Description of the task: Return every entry below word for word and leave out any picture.

Saved data entries:
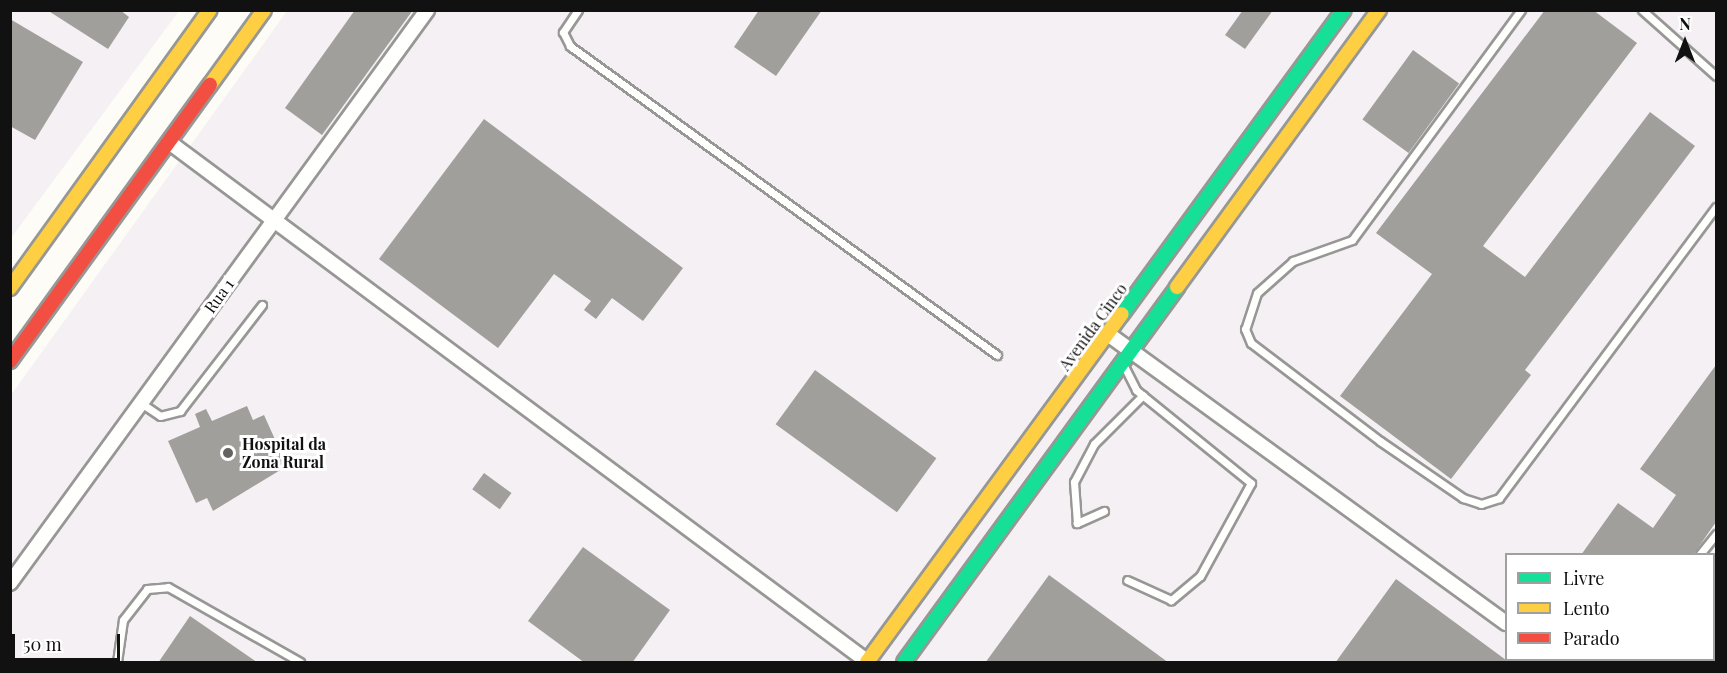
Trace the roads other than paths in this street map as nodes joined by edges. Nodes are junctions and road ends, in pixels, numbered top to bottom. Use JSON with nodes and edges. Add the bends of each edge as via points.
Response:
{"nodes":[{"id":1,"x":210,"y":10,"type":"edge"},
{"id":2,"x":264,"y":10,"type":"edge"},
{"id":3,"x":427,"y":10,"type":"edge"},
{"id":4,"x":578,"y":10,"type":"edge"},
{"id":5,"x":1344,"y":10,"type":"edge"},
{"id":6,"x":1379,"y":10,"type":"edge"},
{"id":7,"x":1521,"y":10,"type":"edge"},
{"id":8,"x":1642,"y":10,"type":"edge"},
{"id":9,"x":1716,"y":76,"type":"edge"},
{"id":10,"x":169,"y":142,"type":"junction"},
{"id":11,"x":1716,"y":207,"type":"edge"},
{"id":12,"x":274,"y":220,"type":"junction"},
{"id":13,"x":10,"y":288,"type":"edge"},
{"id":14,"x":262,"y":305,"type":"dead end"},
{"id":15,"x":1108,"y":334,"type":"junction"},
{"id":16,"x":1131,"y":352,"type":"junction"},
{"id":17,"x":997,"y":355,"type":"dead end"},
{"id":18,"x":10,"y":361,"type":"edge"},
{"id":19,"x":1123,"y":364,"type":"junction"},
{"id":20,"x":1143,"y":395,"type":"junction"},
{"id":21,"x":141,"y":403,"type":"junction"},
{"id":22,"x":1104,"y":511,"type":"dead end"},
{"id":23,"x":1716,"y":534,"type":"edge"},
{"id":24,"x":1702,"y":553,"type":"edge"},
{"id":25,"x":1127,"y":580,"type":"dead end"},
{"id":26,"x":10,"y":583,"type":"edge"},
{"id":27,"x":1505,"y":622,"type":"edge"},
{"id":28,"x":868,"y":662,"type":"edge"},
{"id":29,"x":117,"y":663,"type":"edge"},
{"id":30,"x":300,"y":663,"type":"edge"},
{"id":31,"x":904,"y":663,"type":"edge"}],
"edges":[{"from":1,"to":13,"type":"main road"},
{"from":2,"to":10,"type":"main road"},
{"from":3,"to":12,"type":"street","name":"Rua 1"},
{"from":4,"to":17,"type":"lane","via":[[563,29],[570,46]]},
{"from":5,"to":15,"type":"main road","name":"Avenida Cinco"},
{"from":6,"to":16,"type":"main road"},
{"from":7,"to":11,"type":"lane","via":[[1352,240],[1293,261],[1257,293],[1245,329],[1251,343],[1380,441],[1463,498],[1481,504],[1499,498]]},
{"from":8,"to":9,"type":"lane"},
{"from":10,"to":12,"type":"street"},
{"from":10,"to":18,"type":"main road"},
{"from":12,"to":21,"type":"street","name":"Rua 1"},
{"from":12,"to":28,"type":"street"},
{"from":14,"to":21,"type":"lane","via":[[180,411],[160,416]]},
{"from":15,"to":16,"type":"street"},
{"from":15,"to":28,"type":"main road","name":"Avenida Cinco"},
{"from":16,"to":19,"type":"main road"},
{"from":16,"to":27,"type":"street"},
{"from":19,"to":20,"type":"lane"},
{"from":19,"to":31,"type":"main road"},
{"from":20,"to":22,"type":"lane","via":[[1094,444],[1074,482],[1077,523]]},
{"from":20,"to":25,"type":"lane","via":[[1251,483],[1200,576],[1171,600]]},
{"from":21,"to":26,"type":"street","name":"Rua 1"},
{"from":23,"to":24,"type":"lane"},
{"from":29,"to":30,"type":"lane","via":[[123,620],[147,589],[168,587]]}]}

Response:
Trace the roads other than paths in this street map as nodes joined by edges. Nodes are junctions and road ends, in pixels, numbered top to bottom. Use JSON with nodes and edges. Add the bends of each edge as via points.
Response:
{"nodes":[{"id":1,"x":210,"y":10,"type":"edge"},
{"id":2,"x":264,"y":10,"type":"edge"},
{"id":3,"x":427,"y":10,"type":"edge"},
{"id":4,"x":578,"y":10,"type":"edge"},
{"id":5,"x":1344,"y":10,"type":"edge"},
{"id":6,"x":1379,"y":10,"type":"edge"},
{"id":7,"x":1521,"y":10,"type":"edge"},
{"id":8,"x":1642,"y":10,"type":"edge"},
{"id":9,"x":1716,"y":76,"type":"edge"},
{"id":10,"x":169,"y":142,"type":"junction"},
{"id":11,"x":1716,"y":207,"type":"edge"},
{"id":12,"x":274,"y":220,"type":"junction"},
{"id":13,"x":10,"y":288,"type":"edge"},
{"id":14,"x":262,"y":305,"type":"dead end"},
{"id":15,"x":1108,"y":334,"type":"junction"},
{"id":16,"x":1131,"y":352,"type":"junction"},
{"id":17,"x":997,"y":355,"type":"dead end"},
{"id":18,"x":10,"y":361,"type":"edge"},
{"id":19,"x":1123,"y":364,"type":"junction"},
{"id":20,"x":1143,"y":395,"type":"junction"},
{"id":21,"x":141,"y":403,"type":"junction"},
{"id":22,"x":1104,"y":511,"type":"dead end"},
{"id":23,"x":1716,"y":534,"type":"edge"},
{"id":24,"x":1702,"y":553,"type":"edge"},
{"id":25,"x":1127,"y":580,"type":"dead end"},
{"id":26,"x":10,"y":583,"type":"edge"},
{"id":27,"x":1505,"y":622,"type":"edge"},
{"id":28,"x":868,"y":662,"type":"edge"},
{"id":29,"x":117,"y":663,"type":"edge"},
{"id":30,"x":300,"y":663,"type":"edge"},
{"id":31,"x":904,"y":663,"type":"edge"}],
"edges":[{"from":1,"to":13,"type":"main road"},
{"from":2,"to":10,"type":"main road"},
{"from":3,"to":12,"type":"street","name":"Rua 1"},
{"from":4,"to":17,"type":"lane","via":[[563,29],[570,46]]},
{"from":5,"to":15,"type":"main road","name":"Avenida Cinco"},
{"from":6,"to":16,"type":"main road"},
{"from":7,"to":11,"type":"lane","via":[[1352,240],[1293,261],[1257,293],[1245,329],[1251,343],[1380,441],[1463,498],[1481,504],[1499,498]]},
{"from":8,"to":9,"type":"lane"},
{"from":10,"to":12,"type":"street"},
{"from":10,"to":18,"type":"main road"},
{"from":12,"to":21,"type":"street","name":"Rua 1"},
{"from":12,"to":28,"type":"street"},
{"from":14,"to":21,"type":"lane","via":[[180,411],[160,416]]},
{"from":15,"to":16,"type":"street"},
{"from":15,"to":28,"type":"main road","name":"Avenida Cinco"},
{"from":16,"to":19,"type":"main road"},
{"from":16,"to":27,"type":"street"},
{"from":19,"to":20,"type":"lane"},
{"from":19,"to":31,"type":"main road"},
{"from":20,"to":22,"type":"lane","via":[[1094,444],[1074,482],[1077,523]]},
{"from":20,"to":25,"type":"lane","via":[[1251,483],[1200,576],[1171,600]]},
{"from":21,"to":26,"type":"street","name":"Rua 1"},
{"from":23,"to":24,"type":"lane"},
{"from":29,"to":30,"type":"lane","via":[[123,620],[147,589],[168,587]]}]}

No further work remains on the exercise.